■ PROBLEM TO SOLVE: The answer must be every line from the listing that holds the string "Bainsburry".

-=-=-

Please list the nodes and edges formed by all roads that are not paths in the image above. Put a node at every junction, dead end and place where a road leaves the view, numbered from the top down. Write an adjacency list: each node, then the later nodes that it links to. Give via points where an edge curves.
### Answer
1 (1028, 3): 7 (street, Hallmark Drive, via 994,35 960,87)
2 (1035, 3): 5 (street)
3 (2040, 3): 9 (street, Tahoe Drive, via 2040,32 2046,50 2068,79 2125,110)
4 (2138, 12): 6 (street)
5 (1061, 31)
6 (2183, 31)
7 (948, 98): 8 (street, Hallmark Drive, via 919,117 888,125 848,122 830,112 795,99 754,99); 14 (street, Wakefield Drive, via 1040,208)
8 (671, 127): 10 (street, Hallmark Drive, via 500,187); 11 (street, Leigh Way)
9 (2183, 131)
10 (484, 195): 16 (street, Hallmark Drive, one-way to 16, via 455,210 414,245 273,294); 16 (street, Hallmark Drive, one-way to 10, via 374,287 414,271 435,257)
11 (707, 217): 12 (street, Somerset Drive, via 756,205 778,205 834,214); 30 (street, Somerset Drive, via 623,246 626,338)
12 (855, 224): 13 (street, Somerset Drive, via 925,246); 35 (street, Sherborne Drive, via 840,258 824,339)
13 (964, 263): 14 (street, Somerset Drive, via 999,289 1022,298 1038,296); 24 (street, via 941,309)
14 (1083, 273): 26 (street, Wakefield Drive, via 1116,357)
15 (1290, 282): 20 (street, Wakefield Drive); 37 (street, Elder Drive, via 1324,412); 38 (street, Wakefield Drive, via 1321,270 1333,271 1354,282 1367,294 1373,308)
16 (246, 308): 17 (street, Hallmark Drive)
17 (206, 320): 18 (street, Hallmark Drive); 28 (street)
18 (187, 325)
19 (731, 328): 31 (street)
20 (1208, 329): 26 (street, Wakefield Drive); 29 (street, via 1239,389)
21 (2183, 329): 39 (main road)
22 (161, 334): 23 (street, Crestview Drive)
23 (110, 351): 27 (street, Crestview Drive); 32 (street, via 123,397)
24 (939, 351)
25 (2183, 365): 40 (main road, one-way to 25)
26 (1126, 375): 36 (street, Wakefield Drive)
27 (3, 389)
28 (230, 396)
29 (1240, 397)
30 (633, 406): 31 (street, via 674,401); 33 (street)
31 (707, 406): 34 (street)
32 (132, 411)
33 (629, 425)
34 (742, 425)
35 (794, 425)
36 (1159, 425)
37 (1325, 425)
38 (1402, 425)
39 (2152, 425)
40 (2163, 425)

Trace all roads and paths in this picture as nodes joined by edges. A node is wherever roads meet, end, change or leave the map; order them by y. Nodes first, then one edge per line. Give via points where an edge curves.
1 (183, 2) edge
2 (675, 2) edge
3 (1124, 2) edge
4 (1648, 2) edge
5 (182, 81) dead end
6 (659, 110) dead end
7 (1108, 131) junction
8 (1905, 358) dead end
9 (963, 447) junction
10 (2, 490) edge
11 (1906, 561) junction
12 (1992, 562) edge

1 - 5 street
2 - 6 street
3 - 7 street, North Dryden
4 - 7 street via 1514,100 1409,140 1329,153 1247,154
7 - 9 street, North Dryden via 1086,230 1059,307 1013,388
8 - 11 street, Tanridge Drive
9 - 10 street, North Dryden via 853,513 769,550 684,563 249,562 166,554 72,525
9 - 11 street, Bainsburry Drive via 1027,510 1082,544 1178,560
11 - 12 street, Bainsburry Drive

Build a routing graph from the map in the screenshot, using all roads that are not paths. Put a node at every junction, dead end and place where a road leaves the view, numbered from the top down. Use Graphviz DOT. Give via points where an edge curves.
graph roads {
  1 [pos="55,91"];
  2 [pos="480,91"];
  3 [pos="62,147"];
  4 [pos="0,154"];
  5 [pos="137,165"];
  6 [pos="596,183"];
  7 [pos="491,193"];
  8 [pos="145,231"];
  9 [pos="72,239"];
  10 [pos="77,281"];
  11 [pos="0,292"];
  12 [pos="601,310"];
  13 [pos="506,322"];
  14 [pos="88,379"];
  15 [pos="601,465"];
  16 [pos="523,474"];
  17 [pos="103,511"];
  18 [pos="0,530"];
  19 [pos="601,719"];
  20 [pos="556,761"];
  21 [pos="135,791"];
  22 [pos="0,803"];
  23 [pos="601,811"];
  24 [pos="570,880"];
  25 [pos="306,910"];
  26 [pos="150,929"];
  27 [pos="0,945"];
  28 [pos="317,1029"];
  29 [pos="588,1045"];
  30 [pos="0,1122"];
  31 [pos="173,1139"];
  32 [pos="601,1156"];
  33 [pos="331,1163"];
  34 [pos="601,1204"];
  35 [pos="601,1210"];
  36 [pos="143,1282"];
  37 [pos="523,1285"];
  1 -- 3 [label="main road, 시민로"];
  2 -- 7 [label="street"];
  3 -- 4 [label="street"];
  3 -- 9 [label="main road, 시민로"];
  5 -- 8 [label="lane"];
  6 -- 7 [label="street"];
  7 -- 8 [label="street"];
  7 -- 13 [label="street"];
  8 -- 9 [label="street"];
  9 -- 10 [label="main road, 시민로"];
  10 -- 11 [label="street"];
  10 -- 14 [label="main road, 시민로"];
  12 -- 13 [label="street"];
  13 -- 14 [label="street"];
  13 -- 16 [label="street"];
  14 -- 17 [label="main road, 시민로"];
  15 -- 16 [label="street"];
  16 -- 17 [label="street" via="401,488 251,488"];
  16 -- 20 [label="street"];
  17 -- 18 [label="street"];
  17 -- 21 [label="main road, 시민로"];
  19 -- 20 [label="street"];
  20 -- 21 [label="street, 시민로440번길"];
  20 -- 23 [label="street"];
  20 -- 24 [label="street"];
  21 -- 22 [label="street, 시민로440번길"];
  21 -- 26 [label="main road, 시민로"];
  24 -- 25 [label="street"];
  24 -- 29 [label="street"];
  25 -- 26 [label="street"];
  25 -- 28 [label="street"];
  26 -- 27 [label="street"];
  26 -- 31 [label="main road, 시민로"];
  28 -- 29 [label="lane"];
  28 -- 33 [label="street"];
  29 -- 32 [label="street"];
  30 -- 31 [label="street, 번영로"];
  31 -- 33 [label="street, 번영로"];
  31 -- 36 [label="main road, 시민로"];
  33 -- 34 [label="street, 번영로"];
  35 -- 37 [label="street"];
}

-=-=-

■ ANSWER TO THE EXERCISE:
9 - 11 street, Bainsburry Drive via 1027,510 1082,544 1178,560
11 - 12 street, Bainsburry Drive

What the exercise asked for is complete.